Due to the institutional arrangements, the precise amount injected is "saved" in tsys as non-govt net financial assets. The flow of that injection through the economy provides the offset so that the saving doesn't result in demand leakage and too litte demand for economy to perform at potential.

paul meli said...

Tom, have you seen this?

http://thinkprogress.org/climate/2012/05/26/490694/must-see-tedx-video-if-you-want-them-to-remember-tell-a-story/?utm_source=feedburner&utm_medium=feed&utm_campaign=Feed%3A+climateprogress%2FlCrX+%28Climate+Progress%29&utm_content=Google+Reader&mobile=nc

STF said...

"Suppose that the Feds sell a bond to the ChiComs for $1.5 trillion and pass out the proceeds to Obama supporters to buy whiskey, weed and lap dances."

The bond sale has nothing to do with it acquiring the proceeds.

"When the Feds come after me and mine to repay the ChiComs (or steal my purchasing power through fiat funny dilution),"

They don't need to do that. Fiscal sustainability is about the interaction of the debt RATIO (not the debt itself) and the interest on the national debt. This isn't MMT, this is every school of thought (save Austrians, perhaps) and is standard in every macro textbook.

"how can that conceivably be a positive for the "non-governmental sector"?"

Straw man. It's an increase in the private sector's net financial assets, but that doesn't mean it's a "positive factor," as that depends on the combination of the opportunity cost of the govt's spending and the capacity utilization of the economy at the time. It could be a very negative factor.

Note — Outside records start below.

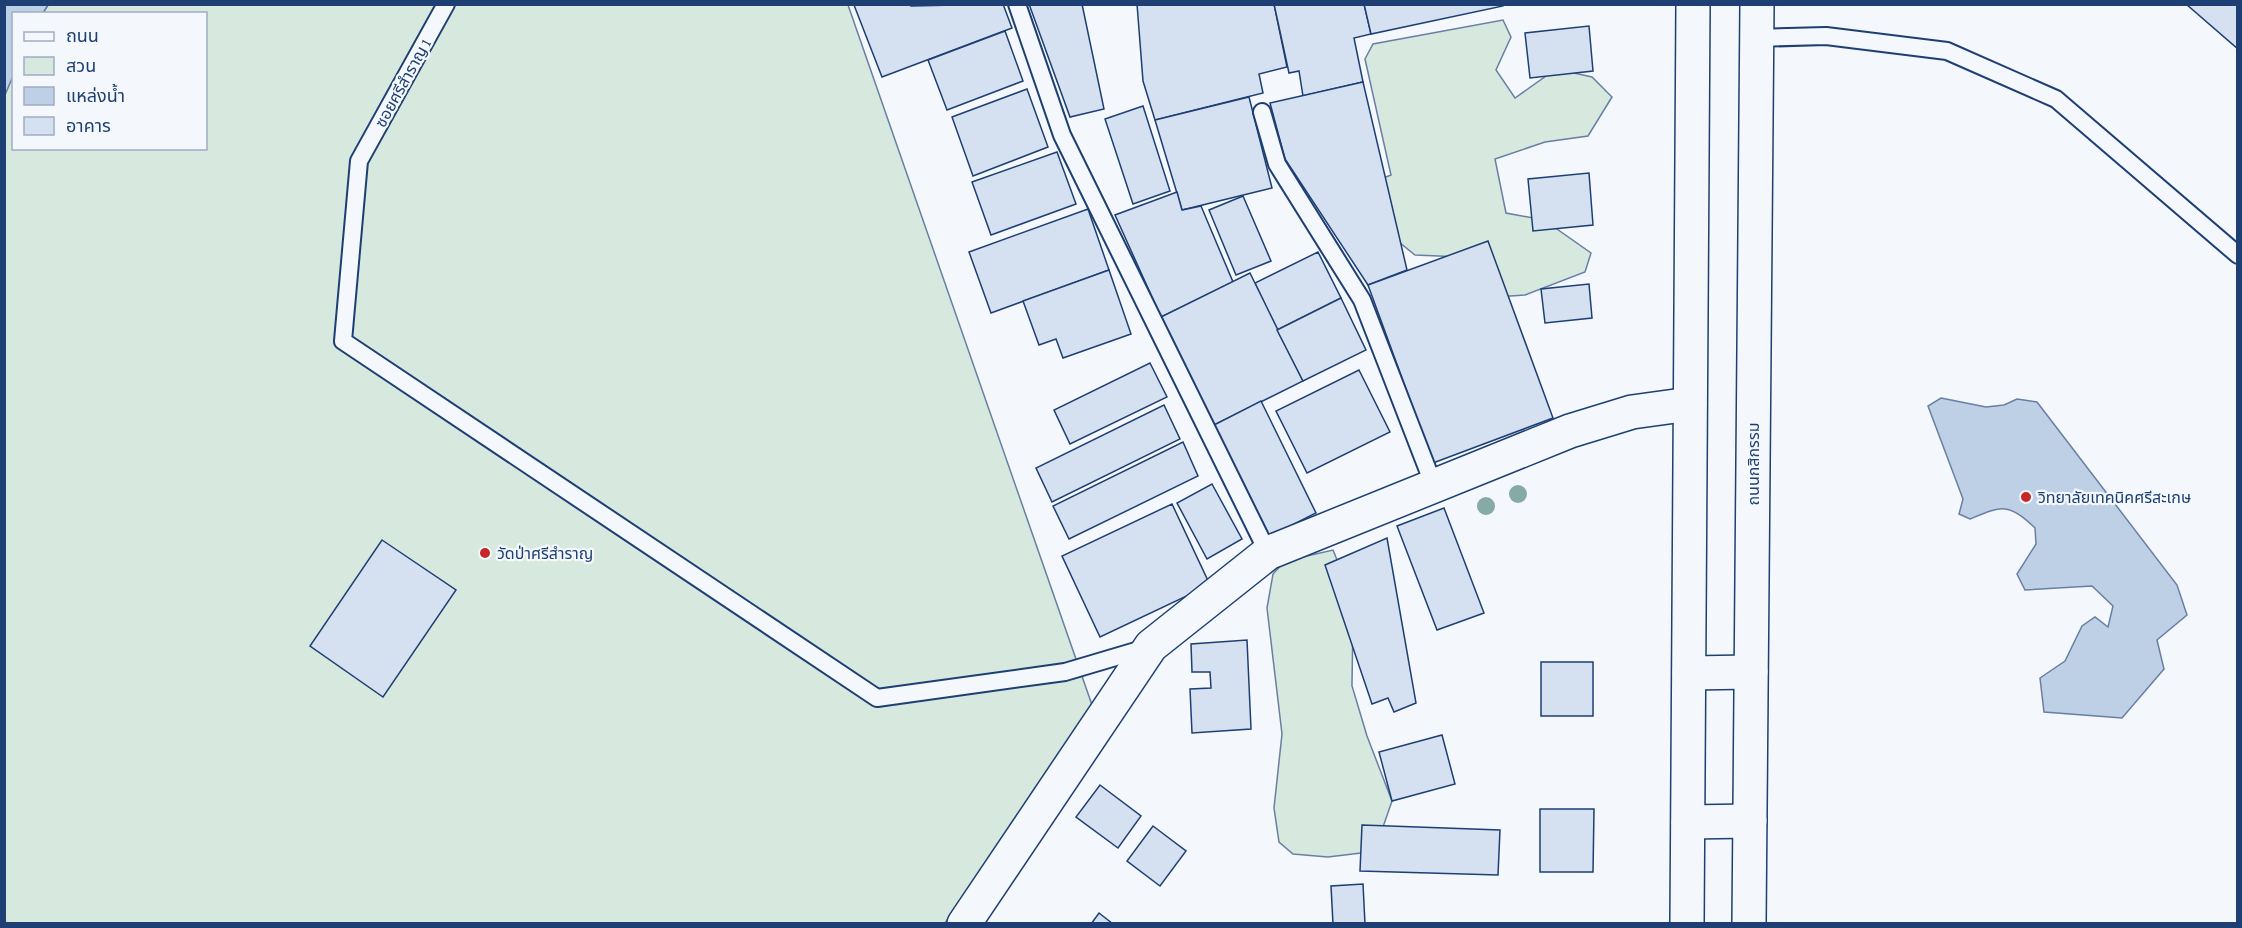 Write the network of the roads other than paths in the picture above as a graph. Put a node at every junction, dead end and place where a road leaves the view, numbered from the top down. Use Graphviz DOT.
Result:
graph roads {
  1 [pos="446,4"];
  2 [pos="1017,4"];
  3 [pos="1693,4"];
  4 [pos="1757,4"];
  5 [pos="1756,38"];
  6 [pos="1262,112"];
  7 [pos="2238,255"];
  8 [pos="1690,404"];
  9 [pos="1434,486"];
  10 [pos="1268,552"];
  11 [pos="1151,646"];
  12 [pos="1751,672"];
  13 [pos="1689,673"];
  14 [pos="1750,821"];
  15 [pos="1688,822"];
  16 [pos="964,924"];
  17 [pos="1687,924"];
  18 [pos="1749,924"];
  1 -- 11 [label="lane, ซอยศรีสำราญ 1"];
  2 -- 10 [label="lane"];
  3 -- 8 [label="main road"];
  4 -- 5 [label="main road, ถนนกสิกรรม"];
  5 -- 7 [label="lane"];
  5 -- 12 [label="main road, ถนนกสิกรรม"];
  6 -- 9 [label="lane"];
  8 -- 9 [label="main road"];
  8 -- 13 [label="main road"];
  9 -- 10 [label="main road"];
  10 -- 11 [label="main road"];
  11 -- 16 [label="main road"];
  12 -- 13 [label="main road"];
  12 -- 14 [label="main road, ถนนกสิกรรม"];
  13 -- 15 [label="main road"];
  14 -- 15 [label="main road"];
  14 -- 18 [label="main road, ถนนกสิกรรม"];
  15 -- 17 [label="main road"];
}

"Also, I understand that your solution to the situation would be for the treasury to simply create the fiat funny-money out of thin air using keystrokes to be used to buy the whiskey, weed and lap dances more directly."

No. What we say is that they necessarily already do it that way whether they are selling bonds or not. Big difference.

"Seriously, people do understand MMT."

You clearly do not.

Matt Franko said...

Bob,

"the Feds sell a bond to the ChiComs for $1.5 trillion"

For the Feds to be able to sell the Chinese the bonds that LOGICALLY means the Chinese have to have already been "paid".

"To do a reserve drain, you first have to have done a reserve add"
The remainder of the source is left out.